Anaïs arrête de le mater comme ça !

D'un geste de la main, j'essuie ma bouche et me lève. À peine me suis-je mise debout que ma tête se met à tourner. Refermant les yeux, je prends quelques secondes pour respirer doucement. Merde je suis vraiment dans un sale état ! Quand je suis sûre de ne pas tomber dans les pommes, j'ouvre de nouveau les yeux et là, ce que je découvre me frappe de plein fouet. Mon salon est complètement retourné. Sur la table basse trônent des bouteilles vides, des verres à moitié pleins, des restes de nourriture et le cendrier crache des mégots. L'odeur ambiante est écœurante, c'est un mélange de sueur, de tabac froid et de plein d'autres choses que mon cerveau refuse d'analyser. Le sol est dans le même état que la table, à savoir dégueulasse. Des chips écrasées, des tâches d'alcool et du vomi le recouvrent. Mais que s'est-il passé ici ?

Mon regard parcourt le salon plusieurs fois pour évaluer l'étendue des dégâts avant de revenir sur moi. C'est à ce moment-là que je remarque mon accoutrement. Un tee-shirt et une culotte sont les deux seules choses que je porte. Super, Anaïs, t'es à moitié à poil en plein milieu de ton salon ! Pour cacher ma nudité partielle, je me saisis du plaid posé sur le dos du canapé et l'enroule autour de ma taille. Une fois couverte, je me décide à bouger. Un café me fera le plus grand bien ! Pour accéder à ma cuisine, je suis obligée d'enjamber les deux personnes qui dorment par terre sur le tapis, ce que je fais sans me casser la figure. Miracle !

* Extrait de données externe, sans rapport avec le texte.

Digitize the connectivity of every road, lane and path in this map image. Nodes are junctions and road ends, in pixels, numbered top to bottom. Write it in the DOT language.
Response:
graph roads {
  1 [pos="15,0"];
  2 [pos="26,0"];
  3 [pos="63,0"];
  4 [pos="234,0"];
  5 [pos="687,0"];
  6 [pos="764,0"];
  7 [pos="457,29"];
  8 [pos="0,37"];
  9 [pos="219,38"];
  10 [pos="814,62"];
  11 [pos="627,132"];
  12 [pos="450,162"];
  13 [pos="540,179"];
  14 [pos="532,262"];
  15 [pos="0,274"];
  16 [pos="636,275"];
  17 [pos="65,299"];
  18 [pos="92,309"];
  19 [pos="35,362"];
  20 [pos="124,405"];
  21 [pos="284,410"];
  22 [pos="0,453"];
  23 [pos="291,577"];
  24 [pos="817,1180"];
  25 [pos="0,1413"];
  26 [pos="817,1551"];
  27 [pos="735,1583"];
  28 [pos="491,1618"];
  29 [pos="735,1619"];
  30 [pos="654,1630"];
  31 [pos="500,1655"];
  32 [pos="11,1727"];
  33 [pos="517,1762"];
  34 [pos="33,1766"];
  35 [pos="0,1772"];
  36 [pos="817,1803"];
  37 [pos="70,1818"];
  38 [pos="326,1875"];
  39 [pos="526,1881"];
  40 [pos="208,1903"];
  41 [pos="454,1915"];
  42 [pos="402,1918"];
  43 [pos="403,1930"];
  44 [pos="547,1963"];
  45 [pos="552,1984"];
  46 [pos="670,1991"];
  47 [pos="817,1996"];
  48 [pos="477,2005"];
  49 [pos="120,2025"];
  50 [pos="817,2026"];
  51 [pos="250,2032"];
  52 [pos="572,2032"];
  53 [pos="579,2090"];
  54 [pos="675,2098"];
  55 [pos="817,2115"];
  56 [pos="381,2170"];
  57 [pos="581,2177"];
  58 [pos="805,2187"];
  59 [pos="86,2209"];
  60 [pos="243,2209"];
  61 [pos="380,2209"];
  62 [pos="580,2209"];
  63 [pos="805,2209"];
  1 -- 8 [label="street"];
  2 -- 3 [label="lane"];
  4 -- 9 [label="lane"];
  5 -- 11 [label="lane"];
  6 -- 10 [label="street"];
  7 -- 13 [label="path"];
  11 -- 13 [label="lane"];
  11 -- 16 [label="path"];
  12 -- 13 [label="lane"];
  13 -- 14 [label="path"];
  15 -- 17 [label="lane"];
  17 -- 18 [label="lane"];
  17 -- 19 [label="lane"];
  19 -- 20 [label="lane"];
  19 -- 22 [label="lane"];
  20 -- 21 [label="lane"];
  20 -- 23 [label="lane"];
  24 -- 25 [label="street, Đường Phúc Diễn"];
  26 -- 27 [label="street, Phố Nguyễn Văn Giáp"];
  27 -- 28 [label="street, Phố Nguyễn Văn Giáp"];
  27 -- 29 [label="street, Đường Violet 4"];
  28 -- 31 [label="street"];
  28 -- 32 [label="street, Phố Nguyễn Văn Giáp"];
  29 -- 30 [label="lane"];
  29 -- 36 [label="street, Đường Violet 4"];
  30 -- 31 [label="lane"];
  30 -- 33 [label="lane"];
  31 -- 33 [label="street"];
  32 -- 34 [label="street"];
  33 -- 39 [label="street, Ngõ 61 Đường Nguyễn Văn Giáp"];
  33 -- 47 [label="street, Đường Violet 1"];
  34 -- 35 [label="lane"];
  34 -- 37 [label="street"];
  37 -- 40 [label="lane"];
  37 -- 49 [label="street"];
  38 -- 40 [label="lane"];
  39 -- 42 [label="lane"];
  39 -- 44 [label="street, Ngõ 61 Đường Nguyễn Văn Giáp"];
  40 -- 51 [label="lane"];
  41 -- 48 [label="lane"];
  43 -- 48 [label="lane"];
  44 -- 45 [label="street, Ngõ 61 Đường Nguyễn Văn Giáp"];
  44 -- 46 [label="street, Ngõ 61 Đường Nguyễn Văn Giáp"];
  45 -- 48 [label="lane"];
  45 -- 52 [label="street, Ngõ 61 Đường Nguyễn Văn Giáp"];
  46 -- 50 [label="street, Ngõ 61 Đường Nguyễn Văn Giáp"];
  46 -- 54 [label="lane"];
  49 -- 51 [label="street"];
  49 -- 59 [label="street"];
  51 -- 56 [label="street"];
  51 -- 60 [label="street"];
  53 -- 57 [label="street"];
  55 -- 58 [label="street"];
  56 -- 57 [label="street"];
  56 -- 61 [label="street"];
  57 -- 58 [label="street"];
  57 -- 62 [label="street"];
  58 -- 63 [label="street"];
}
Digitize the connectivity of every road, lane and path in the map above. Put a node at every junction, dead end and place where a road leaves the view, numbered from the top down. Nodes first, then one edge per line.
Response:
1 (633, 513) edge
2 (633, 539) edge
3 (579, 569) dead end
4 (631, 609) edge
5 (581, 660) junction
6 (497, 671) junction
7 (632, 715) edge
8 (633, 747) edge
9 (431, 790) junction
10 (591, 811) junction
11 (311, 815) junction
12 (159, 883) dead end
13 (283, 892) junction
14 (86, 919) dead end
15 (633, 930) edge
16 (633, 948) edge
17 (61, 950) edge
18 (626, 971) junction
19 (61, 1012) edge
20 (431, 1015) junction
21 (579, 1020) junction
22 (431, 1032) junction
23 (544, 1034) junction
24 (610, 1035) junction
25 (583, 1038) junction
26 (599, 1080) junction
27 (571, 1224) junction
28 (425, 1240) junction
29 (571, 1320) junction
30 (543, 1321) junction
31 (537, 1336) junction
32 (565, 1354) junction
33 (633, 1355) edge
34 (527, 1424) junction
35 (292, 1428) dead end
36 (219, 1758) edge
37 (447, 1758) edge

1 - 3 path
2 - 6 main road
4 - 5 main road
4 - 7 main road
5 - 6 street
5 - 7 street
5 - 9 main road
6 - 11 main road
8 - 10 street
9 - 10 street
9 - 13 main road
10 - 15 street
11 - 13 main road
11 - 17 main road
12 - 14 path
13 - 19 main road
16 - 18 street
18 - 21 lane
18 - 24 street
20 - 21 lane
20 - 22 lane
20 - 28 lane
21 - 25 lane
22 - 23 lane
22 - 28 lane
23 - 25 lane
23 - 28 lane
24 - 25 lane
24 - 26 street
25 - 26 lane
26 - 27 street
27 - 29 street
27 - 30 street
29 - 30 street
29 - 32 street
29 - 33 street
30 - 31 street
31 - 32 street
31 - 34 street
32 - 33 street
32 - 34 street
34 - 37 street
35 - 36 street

En rentrant dans ma cuisine, la pendule indique treize heures dix. Quel jour sommes-nous ? Samedi ou dimanche ? Vaudrait mieux samedi, j'ai besoin de temps pour faire passer ma gueule de bois. Après avoir déposé une tasse dans la machine et fait couler mon café, je ressors avec celui-ci dans la main. Mes vertiges se sont légèrement calmés et l'odeur qui se dégage de la tasse m'apaise. Je suis... comment dire ? Bon, je suis une droguée au café, je l'avoue ! La première gorgée m'arrache presque un gémissement de bonheur. Appuyée contre l'encadrement de la porte, je dois faire peur à voir avec ma dégaine et mon expression de shootée. Mais au vu de l'état de mon salon, je me dis que je colle plutôt bien au cadre. La table à manger a été poussée dans un coin et une fille s'en sert comme d'un lit. Les chaises sont allongées par terre et plusieurs objets très privés sont posés autour. Mais que s'est-il passé ? Pourquoi je me suis réveillée à moitié à poil sur mon canapé alors que ma chambre est à droite? Et surtout, où est Amélie ?

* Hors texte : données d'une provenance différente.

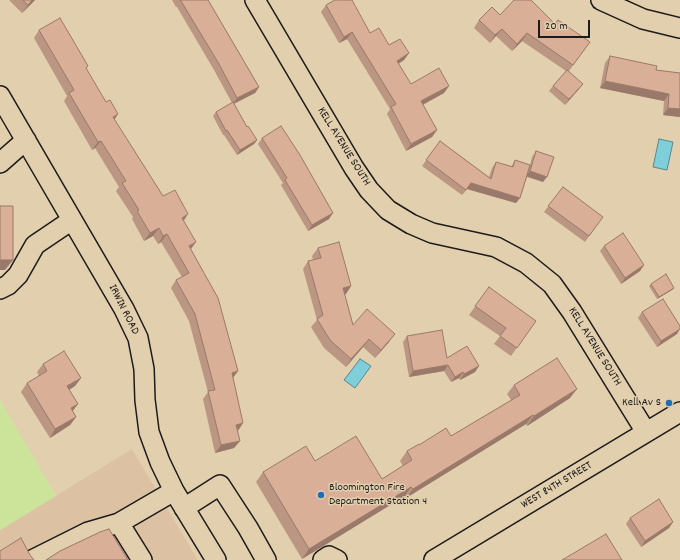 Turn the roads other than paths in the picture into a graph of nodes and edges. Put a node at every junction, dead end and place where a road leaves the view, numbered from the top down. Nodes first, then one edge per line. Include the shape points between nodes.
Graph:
1 (255, 0) edge
2 (601, 0) edge
3 (680, 28) edge
4 (0, 96) edge
5 (26, 140) junction
6 (0, 163) edge
7 (72, 220) junction
8 (0, 288) edge
9 (680, 412) edge
10 (646, 432) junction
11 (174, 491) junction
12 (184, 508) junction
13 (119, 522) junction
14 (32, 560) edge
15 (142, 560) edge
16 (216, 560) edge
17 (266, 560) edge
18 (323, 560) edge
19 (337, 560) edge
20 (434, 560) edge

1 - 10 street, KELL AVENUE SOUTH via 369,190 388,210 411,224 432,233 496,247 526,263 552,284
2 - 3 street via 643,19
4 - 5 street, IRWIN ROAD
5 - 6 street
5 - 7 street, IRWIN ROAD
7 - 8 street via 35,245 18,275 8,285
7 - 11 street, IRWIN ROAD via 138,338 144,369 149,432
9 - 10 street, WEST 84TH STREET
10 - 20 street, WEST 84TH STREET
11 - 12 street, IRWIN ROAD
11 - 13 street
12 - 16 street, IRWIN ROAD
12 - 17 street via 220,485
13 - 14 street via 88,532
13 - 15 street
18 - 19 street via 329,556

Amélie est ma colocataire et accessoirement ma meilleure amie. Mon mal de tête m'empêche de réfléchir normalement et tous mes souvenirs sont flous. Putain de gueule de bois !

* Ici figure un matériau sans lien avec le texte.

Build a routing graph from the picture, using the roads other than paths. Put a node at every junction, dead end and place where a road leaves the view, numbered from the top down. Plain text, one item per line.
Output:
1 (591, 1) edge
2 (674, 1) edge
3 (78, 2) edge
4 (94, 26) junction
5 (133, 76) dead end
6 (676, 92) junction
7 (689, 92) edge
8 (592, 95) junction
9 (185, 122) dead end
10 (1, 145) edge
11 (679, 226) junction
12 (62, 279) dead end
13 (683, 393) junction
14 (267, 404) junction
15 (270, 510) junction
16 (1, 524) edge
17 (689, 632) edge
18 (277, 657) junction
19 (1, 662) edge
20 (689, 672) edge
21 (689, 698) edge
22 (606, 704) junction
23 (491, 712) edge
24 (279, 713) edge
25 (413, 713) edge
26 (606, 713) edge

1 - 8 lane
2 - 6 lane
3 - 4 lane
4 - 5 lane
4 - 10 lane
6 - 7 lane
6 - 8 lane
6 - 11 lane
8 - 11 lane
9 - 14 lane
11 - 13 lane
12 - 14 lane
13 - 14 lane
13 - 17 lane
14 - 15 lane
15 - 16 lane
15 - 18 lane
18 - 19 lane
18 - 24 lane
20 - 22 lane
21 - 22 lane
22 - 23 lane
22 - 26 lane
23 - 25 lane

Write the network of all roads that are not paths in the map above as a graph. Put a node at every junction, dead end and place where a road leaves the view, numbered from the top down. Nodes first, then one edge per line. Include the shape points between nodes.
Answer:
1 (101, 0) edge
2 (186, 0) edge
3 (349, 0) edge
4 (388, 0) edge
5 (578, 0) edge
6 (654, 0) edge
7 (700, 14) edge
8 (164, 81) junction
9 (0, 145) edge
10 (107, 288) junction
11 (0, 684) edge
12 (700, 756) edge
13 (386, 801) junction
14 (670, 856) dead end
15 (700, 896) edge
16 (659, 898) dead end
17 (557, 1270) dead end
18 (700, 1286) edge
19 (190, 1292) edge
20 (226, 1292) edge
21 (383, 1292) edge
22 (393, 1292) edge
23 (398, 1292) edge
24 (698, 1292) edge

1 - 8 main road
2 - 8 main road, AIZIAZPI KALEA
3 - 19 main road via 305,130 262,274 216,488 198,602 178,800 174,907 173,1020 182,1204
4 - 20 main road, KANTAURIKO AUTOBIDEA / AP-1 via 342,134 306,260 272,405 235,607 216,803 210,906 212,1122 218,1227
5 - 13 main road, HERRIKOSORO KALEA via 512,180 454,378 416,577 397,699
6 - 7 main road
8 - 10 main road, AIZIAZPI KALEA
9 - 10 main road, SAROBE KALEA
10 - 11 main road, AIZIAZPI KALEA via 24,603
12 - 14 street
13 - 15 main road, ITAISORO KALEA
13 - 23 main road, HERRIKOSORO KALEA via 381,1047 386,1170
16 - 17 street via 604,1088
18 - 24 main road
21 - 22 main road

Je me mets à pouffer toute seule en réalisant une chose. La situation, mon état et ma dégaine sont la copie conforme du film Very Bad Trip. Tout le monde en le voyant s'est déjà dit : ouais ça doit être trop cool ce genre de soirée ! Ben je peux vous le dire, le réveil est dur le lendemain, et ça craint ! Par chance, mon café commence à faire effet et je me détends. Fermant les yeux, je profite de ma quiétude et de mon breuvage tout en repensant à ce que nous avons vécu ces neuf derniers mois. Notre vie est bien différente maintenant, nous avons pris un virage à cent quatre-vingts degrés. Est-ce bien ou mal ? Je ne sais pas trop, je dois me poser et faire le point sur « tout ça ». Ma mère me disait toujours : « Anaïs, chaque action entraîne des conséquences » et ce n'est que maintenant que j'en prends pleinement conscience. Rien ne sera plus jamais pareil. Ma vision de la vie a changé, « j'ai » changé. Comme si le verrou de mes souvenirs avait sauté, ils m'assaillent d'un seul coup et défilent devant mes yeux pendant que les questions fusent dans mon esprit. Et je suis automatiquement prise au piège dans le film de ma vie. Pourquoi ? Comment ? Que nous est-il arrivé ? Nous les filles sages, limite coincées vivant une vie calme et bien rangée sommes devenues l'exact opposé de ce que nous étions. Mais quand est-ce arrivé ? À quel moment le changement est-il devenu irrémédiable ? Quand le « tout ça » a-t-il dérapé pour nous transformer à tout jamais ?

Pour le savoir, je vais vous faire comprendre le sens du « tout ça », je vais vous faire emprunter le chemin que j'ai moi-même pris et je vais vous raconter mon histoire. Alors seulement à ce moment-là, vous saisirez ce qui nous est arrivé.